Can I make my own tofu pockets?
Yes, of course! While you can certainly make them at home, it is time-consuming. For convenience, I recommend buying the kits at your local Korean or Japanese market.
Can I make yubuchobap in advance?
Yes! One of the best things about yubuchobap is that you can make it ahead of time. It’s great to pack for lunch or when you are on the move. For example, road-tripping, hiking, picnicking, traveling, and more!
How can I store yubuchobap?
Although yubuchobap can be made in advance, it’s best eaten the same day that it’s prepared. If you wanted to, however, you could store it in the fridge for up to 2 days. Just be sure to store them in an air-tight container so they stay fresher for longer.
Looking for more easy and delicious Korean-inspired recipes?
Here are some of my most popular recipes!
- Marinated Raw Shrimp – also known as ‘saewoo jang‘ (새우장), is the epitome of authentic Korean cuisine. It’s made with raw succulent shrimp that has been cured in a delicious umami-packed soy marinade. Perfect with a bowl of rice!
- Cold Soba Noodles – this cold soba noodle dish is a meal that’s both filling and light at the same time. It’s great for days when you want something nourishing without feeling weighed down. Best of all, this recipe is incredibly easy to make!
- Korean Pork Bone Soup – better known as ‘gamja tang‘ (감자탕), is a hearty and comforting dish made with tender fall-off-the-bone meat, and an assortment of vegetables, served in a spicy flavorful soup. It’s the ultimate Korean comfort food!
- Bossam (Korean Boiled Pork Belly) – this is a Korean dish made of pork belly or pork shoulder that is boiled in various seasonings and aromatics. It is cooked low and slow, resulting in a flavorful, tender, melt-in-your-mouth bite.
- Japchae Dumplings – If you like japchae and dumplings, this recipe is for you! Plus, it’s vegetarian-friendly.
Yubuchobap (Korean Inari Sushi)
- 1 yubuchobap kit includes tofu pouches, vinegar seasoning, and dried seasoning packet
- 3-4 cups cooked rice short-grain or medium-grain
Homemade Vinegar Seasoning (Optional)
- 2 tbsp rice vinegar adjust to taste
- 1 tbsp sugar adjust to taste
- 1/2 tsp salt adjust to taste
Marinated Salmon (makes 8)
- 7 oz (200g) sashimi-grade salmon cut into 1/4 inch cubes
- 3 tsp soy sauce
- 3 tsp mirin
- 3 tsp sesame oil
- chopped scallions for garnish
Myeongran (Mentaiko) Mayo (makes 8)
- 4 oz (120g) myeongran or mentaiko spicy pollock roe
- 4 tbsp Kewpie mayo substitute with regular mayo
- sliced seaweed for garnish
Quick Pickled Cucumber (makes 8)
- 8 Persian or Indian cucumber
- 2 tsp salt divided
- 2 1/2 tbsp rice vinegar
- 4 tsp sugar
- 1 tbsp black sesame seeds
- Place the cooked rice into a large mixing bowl. Pour in the vinegar seasoning packet or homemade vinegar seasoning, and dried seasoning packet. Mix until well combined then set aside to cool completely.
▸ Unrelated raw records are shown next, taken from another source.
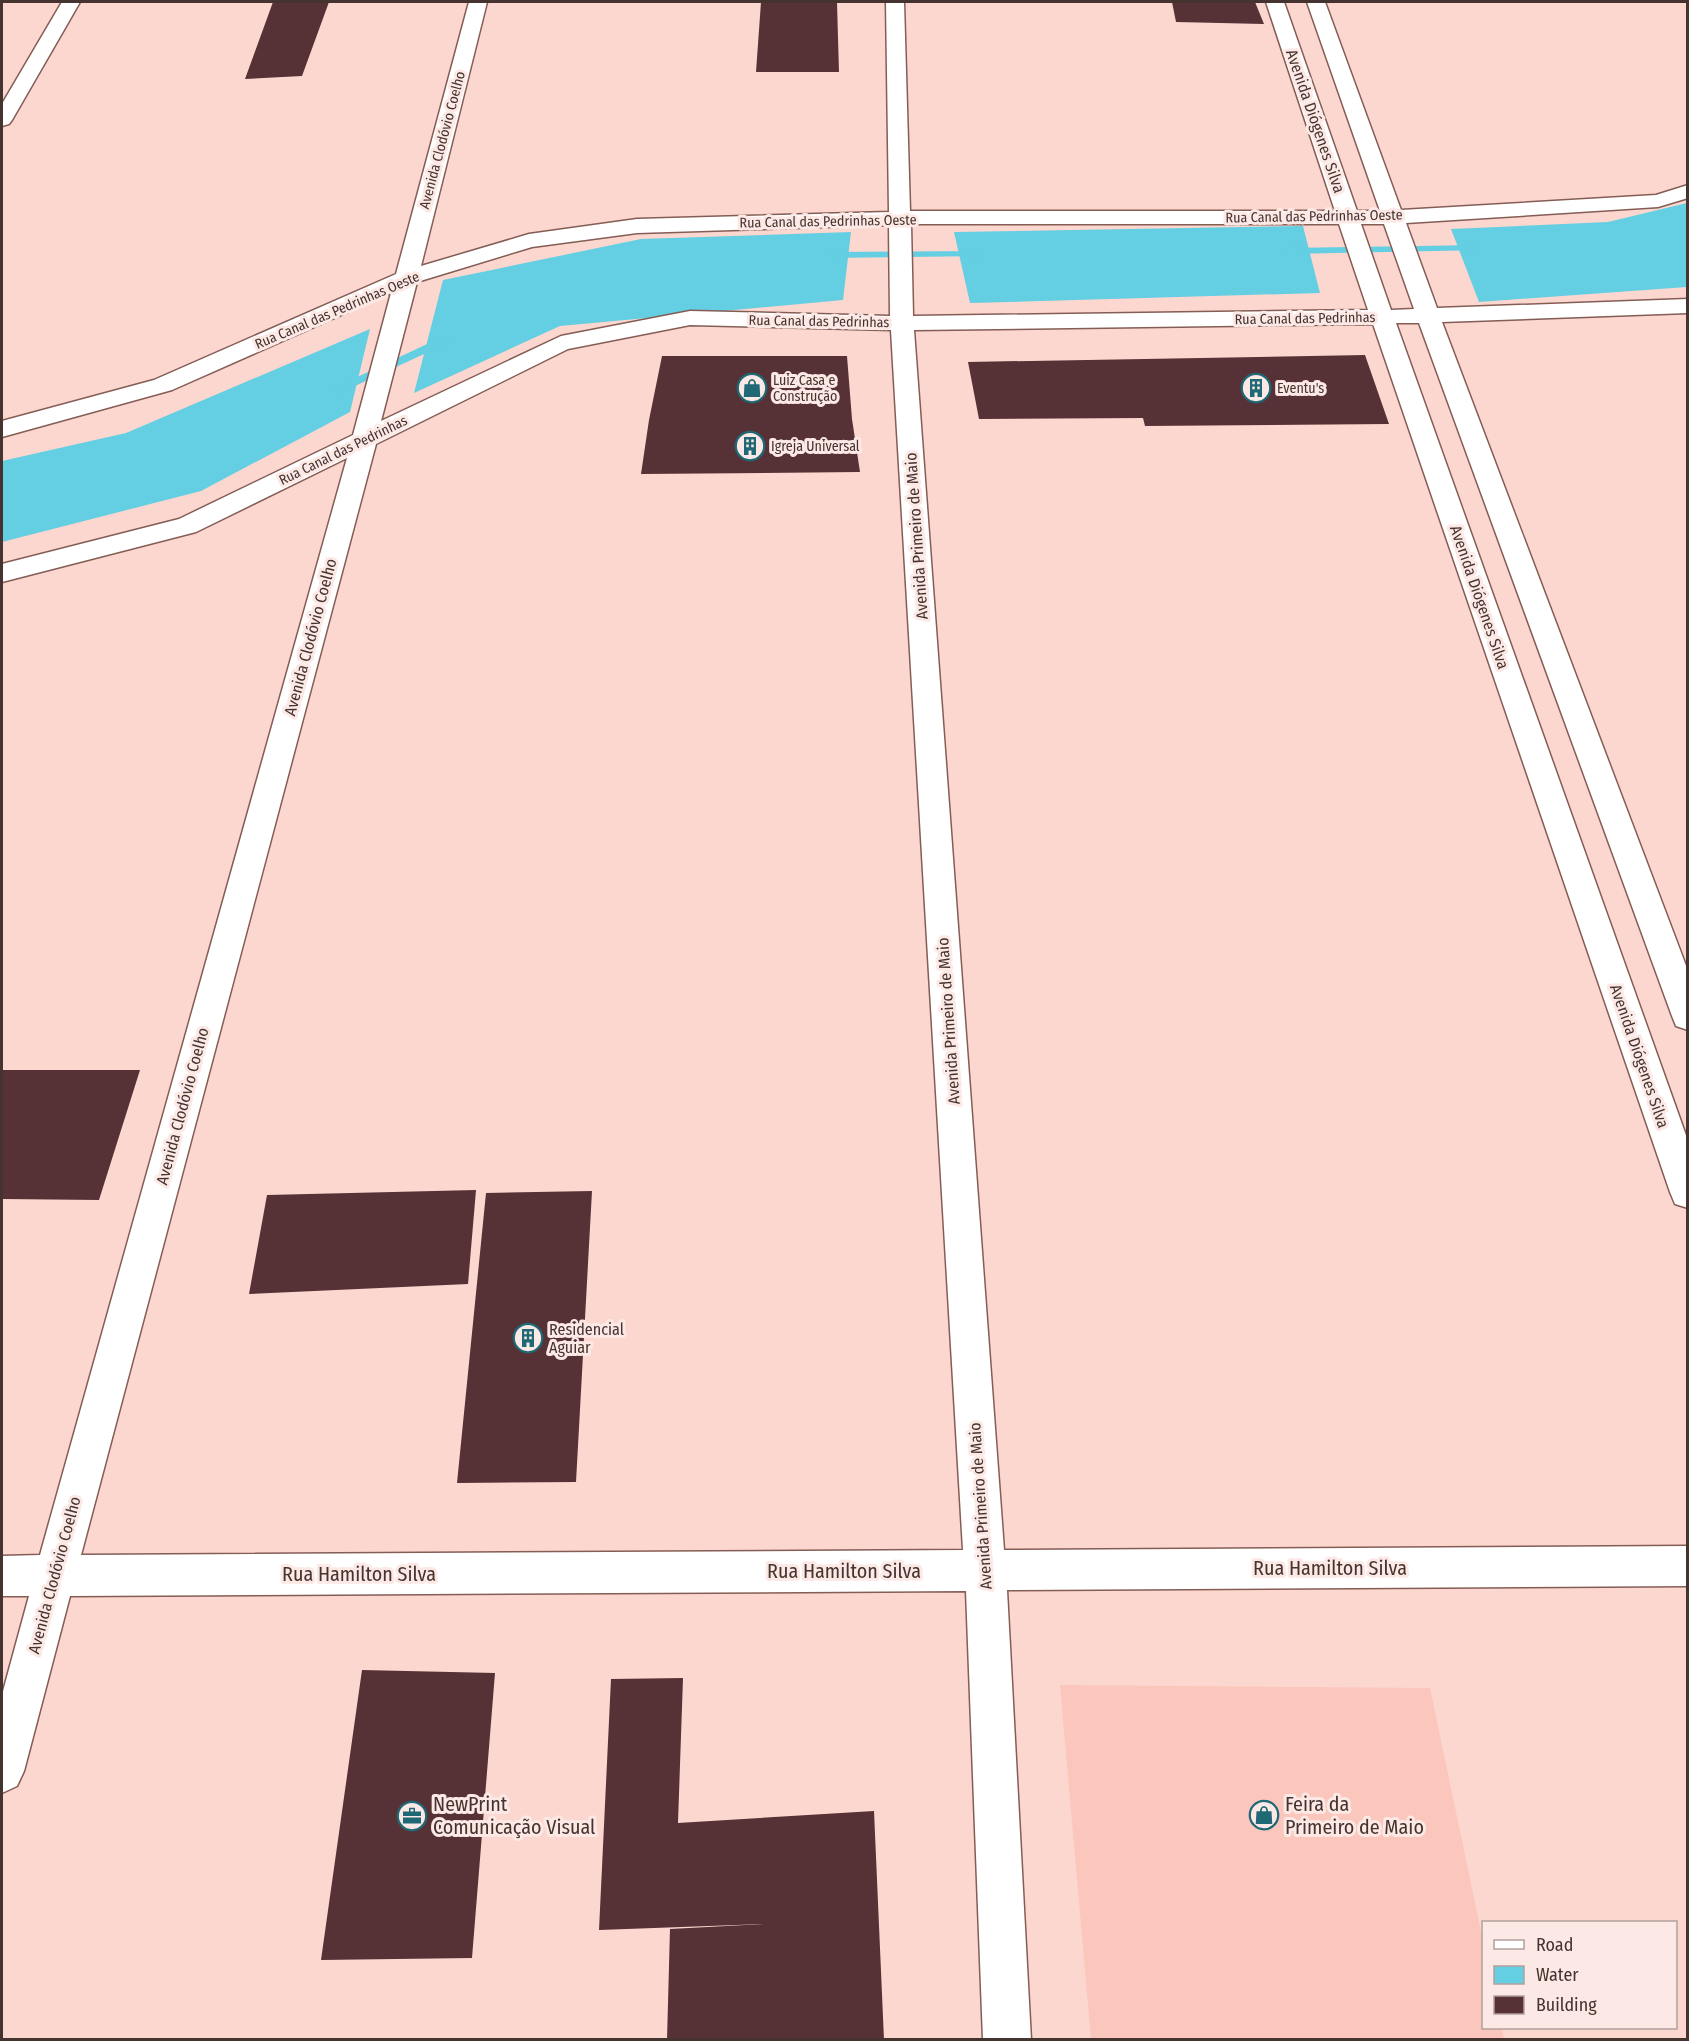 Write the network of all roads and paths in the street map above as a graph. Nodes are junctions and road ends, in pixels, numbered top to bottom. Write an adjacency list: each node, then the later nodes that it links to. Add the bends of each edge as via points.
1 (71, 2): 6 (street)
2 (478, 2): 11 (street, Avenida Clodóvio Coelho)
3 (895, 2): 10 (street, Avenida Primeiro de Maio)
4 (1275, 2): 8 (street, Avenida Diógenes Silva)
5 (1316, 2): 9 (street)
6 (2, 120)
7 (1688, 191): 9 (street, Rua Canal das Pedrinhas Oeste, via 1658,201)
8 (1352, 227): 9 (street, Rua Canal das Pedrinhas Oeste); 10 (street, Rua Canal das Pedrinhas Oeste); 15 (street, Avenida Diógenes Silva)
9 (1397, 227): 12 (street)
10 (899, 228): 11 (street, Rua Canal das Pedrinhas Oeste, via 637,226 529,241); 14 (street, Avenida Primeiro de Maio)
11 (404, 287): 16 (street, Rua Canal das Pedrinhas Oeste, via 163,385); 17 (street, Avenida Clodóvio Coelho)
12 (1424, 303): 13 (street, Rua Canal das Pedrinhas); 15 (street, Rua Canal das Pedrinhas); 19 (street)
13 (1688, 306)
14 (902, 310): 15 (street, Rua Canal das Pedrinhas); 17 (street, Rua Canal das Pedrinhas, via 690,318 561,343); 22 (street, Avenida Primeiro de Maio)
15 (1382, 316): 20 (street, Avenida Diógenes Silva)
16 (2, 429)
17 (364, 441): 18 (street, Rua Canal das Pedrinhas, via 187,526); 24 (street, Avenida Clodóvio Coelho)
18 (2, 573)
19 (1688, 1016)
20 (1688, 1192)
21 (1688, 1566): 22 (street, Rua Hamilton Silva)
22 (984, 1570): 24 (street, Rua Hamilton Silva); 26 (street, Avenida Primeiro de Maio)
23 (2, 1576): 24 (street, Rua Hamilton Silva)
24 (54, 1577): 25 (street, Avenida Clodóvio Coelho)
25 (2, 1771)
26 (1007, 2040)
- While the rice is cooling, prepare the toppings, if using.
- For the marianted salmon topping, combine salmon, soy sauce, mirin, and sesame oil in a small mixing bowl. Mix well then set aside in the fridge to marinate for at least 30 minutes or up to 24 hours.
- For the myeongran (mentaiko) mayo topping, combine myeongran and Kewpie mayo together in a small bowl. Mix to combine then set aside in the fridge until ready to use.
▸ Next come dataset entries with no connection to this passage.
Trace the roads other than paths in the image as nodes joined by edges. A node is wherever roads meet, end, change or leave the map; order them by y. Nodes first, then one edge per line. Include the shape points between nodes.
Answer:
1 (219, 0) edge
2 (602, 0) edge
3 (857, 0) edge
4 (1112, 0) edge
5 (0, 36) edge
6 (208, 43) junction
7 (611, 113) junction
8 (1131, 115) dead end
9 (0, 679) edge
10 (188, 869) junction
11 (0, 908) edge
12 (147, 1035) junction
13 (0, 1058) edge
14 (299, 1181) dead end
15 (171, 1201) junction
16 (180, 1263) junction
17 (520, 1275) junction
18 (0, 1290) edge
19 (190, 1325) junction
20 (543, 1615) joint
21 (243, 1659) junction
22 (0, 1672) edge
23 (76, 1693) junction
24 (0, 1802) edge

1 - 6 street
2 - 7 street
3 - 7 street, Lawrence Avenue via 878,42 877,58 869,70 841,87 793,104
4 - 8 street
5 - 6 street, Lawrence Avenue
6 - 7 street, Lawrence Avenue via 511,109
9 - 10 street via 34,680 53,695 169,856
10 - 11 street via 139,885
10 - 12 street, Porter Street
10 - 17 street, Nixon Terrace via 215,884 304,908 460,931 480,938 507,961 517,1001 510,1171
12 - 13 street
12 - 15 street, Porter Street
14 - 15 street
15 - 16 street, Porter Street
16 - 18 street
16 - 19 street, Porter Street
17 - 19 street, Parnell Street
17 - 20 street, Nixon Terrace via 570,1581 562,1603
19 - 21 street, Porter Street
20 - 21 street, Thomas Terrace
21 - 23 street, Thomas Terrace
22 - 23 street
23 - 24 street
- For the quick pickled cucumber topping, carefully peel the cucumber into thin strips using a peeler. Transfer to a mixing bowl then add 1 tsp of salt. Toss to mix well then set aside for at least 15 minutes. After 15 minutes, squeeze the excess water from the cucumbers then transfer to a clean mixing bowl. Add the remaining teaspoon of salt, rice vinegar, sugar, and black sesame seeds. Toss to mix then set aside in the fridge until ready to use.
- Once the rice has cooled to touch, take 2 to 3 tablespoons of the seasoned rice and stuff them into the tofu pockets. Carefully and gently pack the rice into the tofu pockets, making sure to leave about 1/2 inch space from the top.
- Add your choice of toppings and garnishes.
- Serve with a side of wasabi and soy sauce. Enjoy!